A simple case study debunks the idea that retirees shouldn’t worry about a bear market, says Landon Whaley. He's presenting at MoneyShow Orlando Feb. 9.

This week’s “Headline Risk” comes courtesy of yet another person perpetuating the “it always comes back” belief about the U.S. stock market.

Columnist Mark Hulbert starts out by quoting stats from an Allianz Life survey that found people are more scared of running out of money in retirement than they are of dying.

And although he acknowledges that “Retirement planning projections made at the end of the third quarter [2018], right as the stock market was registering its all-time highs, now need to be revised,” you needn’t worry because, “Believe it or not, the average recovery time was ‘just’ 3.2 years. Assuming the bear market that began at the end of September ends today, and assuming the recovery time lives up to historical averages, the stock market will once again trade in new-high territory in December 2021.”

Let’s unpack this sack of garbage.

A simple case study debunks the idea that retirees shouldn’t worry about a bear market. Don’t fear it, prepare for it because it is inevitable.

Most of the people we know with accounts at the Old Institution lost between -8% and -12% during the final quarter of last year. To keep things simple, let’s say your retirement nest egg entering Q4 2018 was a cool $1,000,000 and that your portfolio strategy takes the same 3.2 years to regain the high water mark it reached before the -10% decline in Q4 2018.

At the start of January 2019, you had $900,000, and it was time to withdraw the 3% you rely on from this account to live during the year. And for the sake of this illustration, your advisor takes his fee upfront, which is another 1%.

You’re now starting 2019 with $864,000, which is down -14.6% from your Sept. 30, 2018, statement. During 2019, you earn a +3.6% gain, which is one-third of the 10% loss you experienced (remember that compounding means you need to gain +11.1% to recoup a 10% loss) and you end the year with $859,299.84.

For the next two years, you get the same gains (and you take the same distributions and the advisor gets the same fee), and as Mr. Hulbert predicts, at the end of 2021 your strategy (and “the market”) is back where it started, but your account value to start 2022 is only $854,625.

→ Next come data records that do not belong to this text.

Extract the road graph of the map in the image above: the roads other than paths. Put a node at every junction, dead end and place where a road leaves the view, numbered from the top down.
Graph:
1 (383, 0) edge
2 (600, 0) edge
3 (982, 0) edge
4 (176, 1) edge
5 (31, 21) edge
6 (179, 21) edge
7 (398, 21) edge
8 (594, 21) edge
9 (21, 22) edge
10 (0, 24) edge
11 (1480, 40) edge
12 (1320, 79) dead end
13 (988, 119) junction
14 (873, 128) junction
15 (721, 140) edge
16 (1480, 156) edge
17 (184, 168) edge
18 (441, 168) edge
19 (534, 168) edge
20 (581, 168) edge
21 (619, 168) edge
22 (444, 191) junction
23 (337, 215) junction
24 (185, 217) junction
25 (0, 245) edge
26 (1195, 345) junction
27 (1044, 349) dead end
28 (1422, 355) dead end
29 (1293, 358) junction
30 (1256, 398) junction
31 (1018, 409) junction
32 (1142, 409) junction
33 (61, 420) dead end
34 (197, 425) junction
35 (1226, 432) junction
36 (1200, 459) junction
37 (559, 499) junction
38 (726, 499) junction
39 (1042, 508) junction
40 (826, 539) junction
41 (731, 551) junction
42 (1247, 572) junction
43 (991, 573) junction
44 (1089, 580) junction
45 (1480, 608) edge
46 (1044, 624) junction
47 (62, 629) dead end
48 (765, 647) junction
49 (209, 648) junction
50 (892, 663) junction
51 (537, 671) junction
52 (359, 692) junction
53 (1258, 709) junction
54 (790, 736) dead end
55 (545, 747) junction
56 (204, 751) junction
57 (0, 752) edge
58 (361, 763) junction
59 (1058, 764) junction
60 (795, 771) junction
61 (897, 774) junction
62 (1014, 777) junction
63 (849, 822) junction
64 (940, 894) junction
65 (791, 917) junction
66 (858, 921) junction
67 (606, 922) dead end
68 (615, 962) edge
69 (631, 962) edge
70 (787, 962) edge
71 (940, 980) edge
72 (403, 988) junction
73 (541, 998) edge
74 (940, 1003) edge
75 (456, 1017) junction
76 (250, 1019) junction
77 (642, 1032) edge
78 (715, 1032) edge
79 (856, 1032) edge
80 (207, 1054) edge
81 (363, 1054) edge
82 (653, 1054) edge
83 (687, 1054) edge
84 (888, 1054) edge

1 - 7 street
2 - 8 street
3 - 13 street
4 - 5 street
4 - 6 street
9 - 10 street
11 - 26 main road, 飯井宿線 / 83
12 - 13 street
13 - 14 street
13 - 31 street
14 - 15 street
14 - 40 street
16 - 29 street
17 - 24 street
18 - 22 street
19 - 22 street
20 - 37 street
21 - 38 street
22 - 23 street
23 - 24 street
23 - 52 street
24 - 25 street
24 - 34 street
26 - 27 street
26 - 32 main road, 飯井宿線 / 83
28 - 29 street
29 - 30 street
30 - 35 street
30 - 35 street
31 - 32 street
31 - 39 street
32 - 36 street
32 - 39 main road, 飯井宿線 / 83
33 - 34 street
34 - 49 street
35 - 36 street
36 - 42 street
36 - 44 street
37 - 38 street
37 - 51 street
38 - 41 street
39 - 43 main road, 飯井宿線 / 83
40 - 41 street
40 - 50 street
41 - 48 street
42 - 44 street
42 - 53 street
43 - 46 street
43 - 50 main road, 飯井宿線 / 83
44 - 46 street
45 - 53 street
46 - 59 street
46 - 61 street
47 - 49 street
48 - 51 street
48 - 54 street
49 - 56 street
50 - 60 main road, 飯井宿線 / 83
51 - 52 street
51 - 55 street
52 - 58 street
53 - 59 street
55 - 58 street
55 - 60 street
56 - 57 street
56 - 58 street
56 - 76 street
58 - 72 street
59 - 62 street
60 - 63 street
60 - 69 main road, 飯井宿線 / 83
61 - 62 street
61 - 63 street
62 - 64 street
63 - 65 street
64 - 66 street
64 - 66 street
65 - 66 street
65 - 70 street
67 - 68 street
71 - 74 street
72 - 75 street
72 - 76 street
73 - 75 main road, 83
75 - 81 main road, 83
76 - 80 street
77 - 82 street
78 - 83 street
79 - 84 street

Even though your portfolio strategy has clawed back its 10% loss, you’re getting further and further away from your $1,000,000 high-water mark.

Folks, the math is simple, and it highlights a very real market fact that the Old Institution would rather you not know: drawdowns kill portfolios.

Even a -10% drawdown can have long-ranging consequences, and in this example, I used conservative numbers for investor withdrawals and advisor fees. Imagine the hole someone would dig for themselves if they were taking more than 3% each year or paying their advisor more than 1% — both likely scenarios.  

The “Headline Risk” bottom line is that Hulbert is dead wrong. You should be concerned over bear markets, and you should prepare for drawdowns. You don’t need a full-fledged bear market in U.S. equities to put your portfolio in a retirement bind. Believing “it always comes back” is the quickest way to transform your retirement from pottery classes and bridge every afternoon to “Hi, welcome to Walmart.”